┌─ Task material

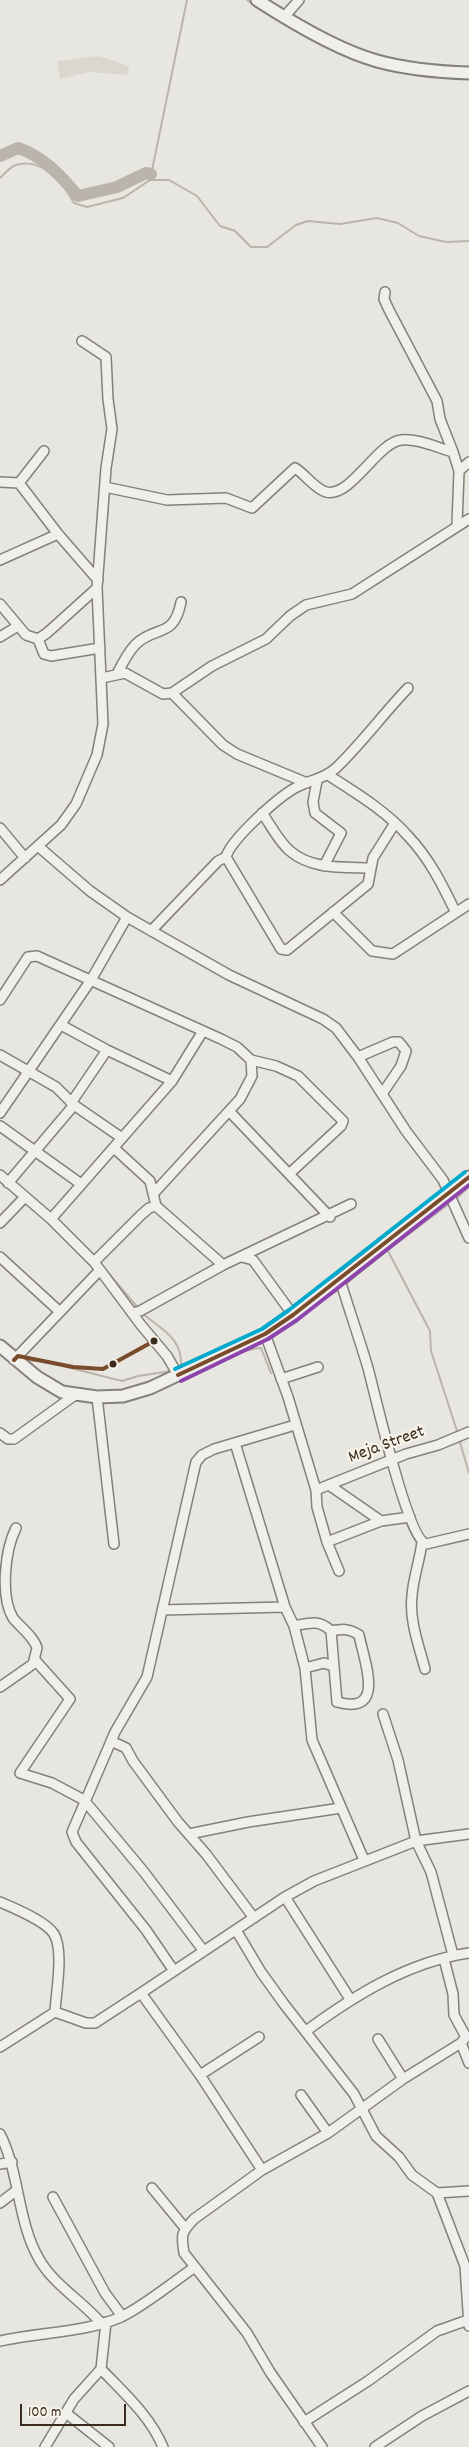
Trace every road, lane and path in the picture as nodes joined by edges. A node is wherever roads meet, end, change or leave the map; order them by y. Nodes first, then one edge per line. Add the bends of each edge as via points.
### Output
1 (257, 0) edge
2 (299, 0) edge
3 (284, 18) junction
4 (469, 73) edge
5 (386, 292) dead end
6 (82, 341) dead end
7 (44, 451) dead end
8 (453, 452) junction
9 (469, 462) edge
10 (459, 471) junction
11 (0, 482) edge
12 (19, 483) junction
13 (105, 488) junction
14 (469, 519) edge
15 (457, 525) junction
16 (58, 534) junction
17 (0, 560) edge
18 (97, 584) junction
19 (181, 602) dead end
20 (0, 604) edge
21 (18, 626) junction
22 (0, 637) edge
23 (38, 639) junction
24 (100, 648) junction
25 (117, 674) junction
26 (102, 678) junction
27 (408, 688) dead end
28 (172, 693) junction
29 (328, 775) junction
30 (317, 781) junction
31 (307, 783) junction
32 (262, 813) junction
33 (395, 823) junction
34 (0, 828) edge
35 (39, 848) junction
36 (226, 857) junction
37 (25, 858) junction
38 (324, 866) junction
39 (371, 868) junction
40 (0, 880) edge
41 (469, 904) edge
42 (456, 911) junction
43 (333, 912) junction
44 (127, 917) junction
45 (151, 931) junction
46 (91, 980) junction
47 (0, 1000) edge
48 (61, 1024) junction
49 (203, 1031) junction
50 (107, 1050) junction
51 (0, 1055) edge
52 (358, 1057) junction
53 (251, 1060) junction
54 (28, 1073) junction
55 (172, 1081) junction
56 (382, 1094) junction
57 (73, 1104) junction
58 (229, 1111) junction
59 (0, 1112) edge
60 (0, 1126) edge
61 (122, 1138) junction
62 (114, 1148) junction
63 (36, 1150) junction
64 (289, 1174) junction
65 (0, 1175) edge
66 (469, 1177) edge
67 (8, 1182) junction
68 (81, 1184) junction
69 (154, 1192) junction
70 (449, 1192) junction
71 (25, 1197) junction
72 (351, 1204) dead end
73 (156, 1206) junction
74 (330, 1216) junction
75 (51, 1219) junction
76 (0, 1223) edge
77 (469, 1238) edge
78 (0, 1257) edge
79 (242, 1257) junction
80 (94, 1262) junction
81 (223, 1265) junction
82 (100, 1270) junction
83 (340, 1280) junction
84 (59, 1311) junction
85 (132, 1313) junction
86 (293, 1315) junction
87 (265, 1334) junction
88 (0, 1346) edge
89 (14, 1360) junction
90 (318, 1367) dead end
91 (178, 1375) junction
92 (281, 1379) junction
93 (76, 1395) junction
94 (97, 1397) junction
95 (295, 1425) junction
96 (469, 1432) edge
97 (0, 1433) edge
98 (235, 1443) junction
99 (391, 1459) junction
100 (329, 1485) junction
101 (316, 1490) junction
102 (410, 1517) junction
103 (381, 1521) junction
104 (16, 1528) dead end
105 (469, 1534) edge
106 (327, 1542) junction
107 (422, 1542) junction
108 (114, 1544) dead end
109 (339, 1572) dead end
110 (285, 1606) junction
111 (162, 1610) junction
112 (294, 1626) junction
113 (331, 1631) junction
114 (35, 1660) junction
115 (333, 1666) junction
116 (305, 1668) junction
117 (425, 1669) dead end
118 (0, 1687) edge
119 (383, 1714) dead end
120 (111, 1741) junction
121 (84, 1800) junction
122 (340, 1808) junction
123 (189, 1834) junction
124 (469, 1834) edge
125 (416, 1841) junction
126 (364, 1860) junction
127 (285, 1897) junction
128 (0, 1902) edge
129 (254, 1918) junction
130 (236, 1930) junction
131 (203, 1950) junction
132 (469, 1953) edge
133 (453, 1955) junction
134 (444, 1959) junction
135 (174, 1971) junction
136 (141, 1993) junction
137 (350, 2000) junction
138 (55, 2012) junction
139 (306, 2031) junction
140 (259, 2036) dead end
141 (378, 2039) dead end
142 (465, 2039) edge
143 (0, 2048) edge
144 (469, 2063) edge
145 (200, 2074) junction
146 (403, 2079) junction
147 (300, 2095) dead end
148 (363, 2109) junction
149 (328, 2133) junction
150 (0, 2134) edge
151 (12, 2162) junction
152 (0, 2164) edge
153 (262, 2170) junction
154 (152, 2188) dead end
155 (17, 2190) junction
156 (469, 2191) edge
157 (437, 2193) junction
158 (53, 2197) dead end
159 (0, 2203) edge
160 (186, 2228) junction
161 (195, 2267) junction
162 (122, 2316) junction
163 (103, 2322) junction
164 (468, 2323) edge
165 (0, 2341) edge
166 (101, 2369) junction
167 (469, 2391) edge
168 (66, 2413) junction
169 (304, 2422) junction
170 (46, 2447) edge
171 (109, 2447) edge
172 (163, 2447) edge
173 (322, 2447) edge
174 (375, 2447) edge

1 - 3 main road
2 - 3 street
3 - 4 main road via 375,61
5 - 8 street via 384,299 389,310 437,401 440,419
6 - 13 street via 106,357 112,428
7 - 12 street
8 - 10 street
8 - 13 street via 400,440 391,443 350,482 334,492 326,492 295,468 252,508 226,498 167,500
9 - 10 street
10 - 15 street
11 - 12 street
12 - 16 street
13 - 18 street
14 - 15 street
15 - 28 street via 352,594 306,605 266,639 212,666
16 - 17 street
16 - 18 street
18 - 23 street
18 - 24 street
19 - 25 street via 174,622 167,629 136,644
20 - 21 street
21 - 22 street
21 - 23 street via 26,635
23 - 24 street via 44,654 51,656
24 - 26 street
25 - 26 street
25 - 28 street via 125,673 164,694
26 - 35 street via 103,724 97,755 76,804
27 - 29 street
28 - 31 street via 223,745
29 - 30 street
29 - 33 street
30 - 31 street
30 - 38 street via 313,802 315,812 341,833
31 - 32 street via 287,793
32 - 36 street via 231,845
32 - 38 street via 289,850 306,861
33 - 39 street via 377,849
33 - 42 street via 435,871
34 - 37 street
35 - 37 street
35 - 44 street
36 - 43 street via 283,950 292,948
36 - 45 street via 218,861
37 - 40 street
38 - 39 street
39 - 43 street via 368,884
41 - 42 street
42 - 43 street via 393,954 386,955 366,947
44 - 45 street
44 - 46 street
45 - 52 street via 230,975 323,1019 336,1028
46 - 47 street via 33,955 28,957
46 - 48 street
46 - 49 street
48 - 50 street
48 - 54 street
49 - 53 street via 237,1047
49 - 55 street
50 - 55 street
50 - 57 street
51 - 54 street
52 - 56 street
52 - 56 street via 393,1042 399,1042 406,1051 401,1066
53 - 58 street via 252,1076 248,1087
53 - 64 street via 298,1076 343,1121
54 - 57 street via 56,1087
54 - 59 street
55 - 61 street
56 - 70 street
57 - 61 street
57 - 63 street
58 - 64 street
58 - 69 street
60 - 63 street
61 - 62 street
62 - 68 street
62 - 69 street via 150,1181
63 - 67 street
63 - 68 street
64 - 74 street
65 - 67 street
66 - 70 main road
67 - 71 street
68 - 75 street
69 - 73 street
70 - 77 street
70 - 83 main road
71 - 75 street
71 - 76 street
72 - 74 street
73 - 80 street via 141,1215
73 - 81 street
74 - 79 street
75 - 80 street
78 - 84 street
79 - 81 street
79 - 86 street via 253,1260
80 - 82 street
81 - 85 street
82 - 84 street
82 - 85 street
83 - 86 main road
83 - 99 street via 368,1369
84 - 89 street
85 - 91 street
86 - 87 main road
87 - 91 main road
87 - 92 street
88 - 89 main road
89 - 93 main road via 47,1384
90 - 92 street
91 - 94 main road via 134,1393
92 - 95 street
93 - 94 main road
93 - 97 street via 14,1439
94 - 108 street
95 - 98 street
95 - 101 street
96 - 99 street, Meja Street
98 - 110 street
98 - 111 street via 206,1452 196,1462
99 - 100 street, Meja Street
99 - 102 street
100 - 101 street, Meja Street
100 - 103 street
101 - 106 street
102 - 103 street
102 - 107 street
103 - 106 street
104 - 114 street via 7,1553 7,1598 12,1616 36,1645
105 - 107 street via 428,1544
106 - 109 street
107 - 117 street via 412,1595 412,1618
110 - 111 street
110 - 112 street
111 - 120 street via 147,1677
112 - 113 street via 317,1622
112 - 116 street
113 - 115 street
113 - 115 street via 352,1630 359,1635 370,1688 365,1700 357,1705 337,1702
114 - 118 street
114 - 121 street via 70,1699 20,1773 52,1783
115 - 116 street via 324,1663
116 - 122 street via 312,1740
119 - 125 street via 398,1760
120 - 121 street
120 - 123 street via 126,1748 132,1761
121 - 131 street
121 - 135 street via 72,1836
122 - 123 street
122 - 126 street
123 - 129 street
124 - 125 street
125 - 126 street
125 - 133 street via 431,1872
126 - 127 street
127 - 129 street
127 - 137 street
128 - 138 street via 44,1924 54,1934 58,1946
129 - 130 street
130 - 131 street
130 - 139 street via 261,1972
131 - 135 street
132 - 133 street
133 - 134 street
134 - 137 street via 402,1972
134 - 142 street via 453,1994 454,2015
135 - 136 street
136 - 138 street via 95,2023
136 - 145 street
137 - 139 street
138 - 143 street
139 - 148 street
140 - 145 street
141 - 146 street
142 - 144 street
142 - 146 street
145 - 153 street
146 - 148 street
147 - 149 street
148 - 149 street
148 - 157 street via 376,2136 412,2176
149 - 153 street
150 - 151 street
151 - 152 street
151 - 155 street
153 - 160 street
154 - 160 street
155 - 159 street
155 - 163 street via 33,2246 42,2265
156 - 157 street
157 - 164 street via 465,2266
158 - 162 street via 105,2293
160 - 161 street via 181,2237 184,2253
161 - 162 street
161 - 169 street via 247,2333
162 - 163 street
163 - 165 street
163 - 166 street
164 - 169 street via 437,2331 368,2382
166 - 168 street
166 - 172 street via 135,2404
167 - 174 street via 422,2416
168 - 170 street
168 - 171 street
169 - 173 street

└─

Show me all lines in the records that contain "main".

1 - 3 main road
3 - 4 main road via 375,61
66 - 70 main road
70 - 83 main road
83 - 86 main road
86 - 87 main road
87 - 91 main road
88 - 89 main road
89 - 93 main road via 47,1384
91 - 94 main road via 134,1393
93 - 94 main road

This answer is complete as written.